Tal vez la preocupación ante la pérdida de un bien era demasiado importante en mi familia. El miedo a un asalto violento, a la violencia en sí, y a perder los bienes tan dificultosamente retenidos a través de los años. La preocupación los inundaba a tal punto, que a principios de los años ‘90, mi padre se quitó sus anillos: el de sello, de su graduación de abogado -profesión que no ejerció hasta los setenta años – y la alianza de matrimonio. Tenía temor de que al salir a pasear a sus amados perros, le cortaran un dedo para robárselos.
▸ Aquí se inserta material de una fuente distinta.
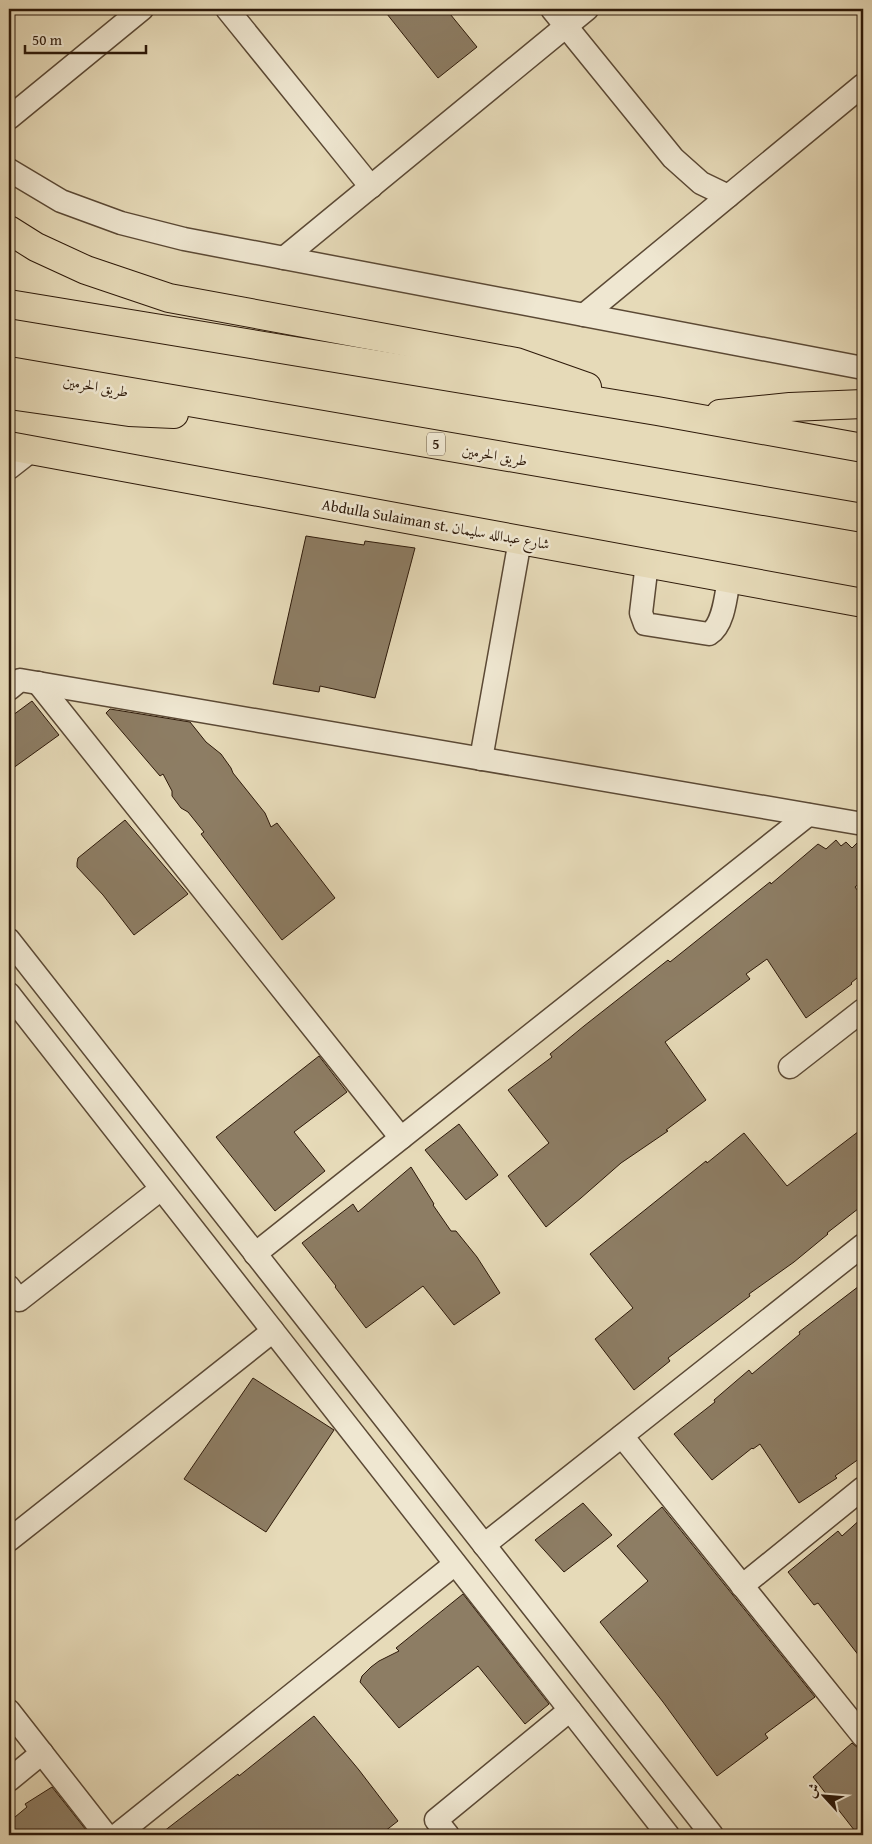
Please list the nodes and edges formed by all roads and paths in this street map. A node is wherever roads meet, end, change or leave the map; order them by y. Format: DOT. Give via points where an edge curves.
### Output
graph roads {
  1 [pos="142,9"];
  2 [pos="227,9"];
  3 [pos="587,9"];
  4 [pos="559,17"];
  5 [pos="862,90"];
  6 [pos="9,118"];
  7 [pos="9,170"];
  8 [pos="371,187"];
  9 [pos="728,196"];
  10 [pos="9,230"];
  11 [pos="284,258"];
  12 [pos="9,304"];
  13 [pos="584,315"];
  14 [pos="863,368"];
  15 [pos="9,372"];
  16 [pos="9,395"];
  17 [pos="863,404"];
  18 [pos="657,411"];
  19 [pos="688,417"];
  20 [pos="283,418"];
  21 [pos="20,448"];
  22 [pos="863,448"];
  23 [pos="9,468"];
  24 [pos="863,518"];
  25 [pos="520,540"];
  26 [pos="646,563"];
  27 [pos="729,578"];
  28 [pos="863,603"];
  29 [pos="38,683"];
  30 [pos="9,689"];
  31 [pos="481,759"];
  32 [pos="808,815"];
  33 [pos="863,824"];
  34 [pos="9,940"];
  35 [pos="9,994"];
  36 [pos="863,1010"];
  37 [pos="790,1067"];
  38 [pos="400,1138"];
  39 [pos="161,1189"];
  40 [pos="863,1245"];
  41 [pos="255,1254"];
  42 [pos="9,1287"];
  43 [pos="273,1331"];
  44 [pos="622,1436"];
  45 [pos="863,1488"];
  46 [pos="9,1540"];
  47 [pos="484,1545"];
  48 [pos="455,1564"];
  49 [pos="742,1586"];
  50 [pos="570,1710"];
  51 [pos="9,1711"];
  52 [pos="863,1736"];
  53 [pos="42,1753"];
  54 [pos="9,1780"];
  55 [pos="106,1835"];
  56 [pos="117,1835"];
  57 [pos="448,1835"];
  58 [pos="668,1835"];
  59 [pos="712,1835"];
  1 -- 6 [label="street"];
  2 -- 8 [label="street"];
  3 -- 4 [label="street"];
  4 -- 8 [label="street"];
  4 -- 9 [label="street" via="673,158 701,183"];
  5 -- 9 [label="street"];
  7 -- 11 [label="street" via="61,200 121,223"];
  8 -- 11 [label="street"];
  9 -- 13 [label="street"];
  10 -- 18 [label="main road" via="36,247 86,270 169,298 516,362"];
  11 -- 13 [label="street"];
  12 -- 18 [label="main road"];
  13 -- 14 [label="street"];
  15 -- 20 [label="main road, طريق الحرمين / 5"];
  16 -- 20 [label="main road" via="129,412"];
  17 -- 19 [label="main road"];
  18 -- 19 [label="main road"];
  19 -- 22 [label="main road"];
  20 -- 24 [label="main road, طريق الحرمين / 5"];
  21 -- 23 [label="street"];
  21 -- 25 [label="main road, Abdulla Sulaiman st. شارع عبدالله سليمان"];
  25 -- 26 [label="main road, Abdulla Sulaiman st. شارع عبدالله سليمان"];
  25 -- 31 [label="street"];
  26 -- 27 [label="main road, Abdulla Sulaiman st. شارع عبدالله سليمان"];
  26 -- 27 [label="street" via="641,613 645,624 709,634 715,631"];
  27 -- 28 [label="main road, Abdulla Sulaiman st. شارع عبدالله سليمان"];
  29 -- 30 [label="street" via="20,680"];
  29 -- 31 [label="street"];
  29 -- 38 [label="street"];
  31 -- 32 [label="street"];
  32 -- 33 [label="street"];
  32 -- 38 [label="street"];
  34 -- 41 [label="street"];
  35 -- 39 [label="street"];
  36 -- 37 [label="street"];
  38 -- 41 [label="street"];
  39 -- 42 [label="street" via="19,1300"];
  39 -- 43 [label="street"];
  40 -- 44 [label="street"];
  41 -- 47 [label="street"];
  43 -- 46 [label="street"];
  43 -- 48 [label="street"];
  44 -- 47 [label="street"];
  44 -- 49 [label="street"];
  45 -- 49 [label="street"];
  47 -- 59 [label="street"];
  48 -- 50 [label="street"];
  48 -- 56 [label="street"];
  49 -- 52 [label="street"];
  50 -- 57 [label="street" via="436,1820"];
  50 -- 58 [label="street"];
  51 -- 53 [label="street"];
  53 -- 54 [label="street"];
  53 -- 55 [label="street"];
}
La psicología habla del “síndrome de la profecía autocumplida”, que viene a significar que cuando uno teme mucho a algo, termina por provocarlo. Es el caso del celoso que todo el tiempo le arma un escándalo a su esposa creyendo que ella se encuentra con otro hombre, y le amarga la vida de tal manera, que la esposa acaba yéndose con otro hombre.
Aplicado a mi familia sería que estaban tan obsesionados en retener los bienes, que acabaron perdiéndolos. Las malas lenguas dicen que mi tía lo perdió todo a manos de las gitanas a las que visitaba para hacerse leer la suerte, y las buenas lenguas que fueron los abogados de Diners los que le embargaron las propiedades para saldar sus deudas con la tarjeta. Mis padres tuvieron una cadena de pérdidas como las que relaté al comienzo; y todas fueron vividas como una pesadilla. La frase “el dinero va y viene” se pronunciaba cada vez más dolorosamente, porque sólo se iba y ya no venía con tanta fluidez.
Sería petulante de mi parte decir que aprendí la gran lección que con la pérdida de los diez mil dólares me enseñaron mis padres. Hace muy poco le monté un escándalo a mi hija porque rompió un reloj despertador chino que me había costado menos de cuatro dólares ¡y hasta la hice llorar por eso! Mi crueldad no tiene nombre, y ¡todo por una aguja descalibrada! Me costó contener la ira, me comporté muy mal y estoy arrepentida.
No soy una entendida en el arte de perder y supongo que las cosas -que tienen ese afán intolerable por irse de la mano de uno, para qué vamos a negarlo – cuando se alejan de mí, siento que me lo hacen de modo personal, que me apuñalan. El arte de perder, como reza Elizabeth Bishop en su poema, es un arte a dominar. Yo soy apenas una iniciada aunque también, como ella escribe, perdí relojes, casas, reinos, libros, y ese amor que cuando lo perdí creí que lo perdía todo. Pero será cuestión de aprender a acostumbrarse a perder algo cada día, pequeño, mínimo, irrecuperable, para que las pérdidas dejen de tener la cara del desastre.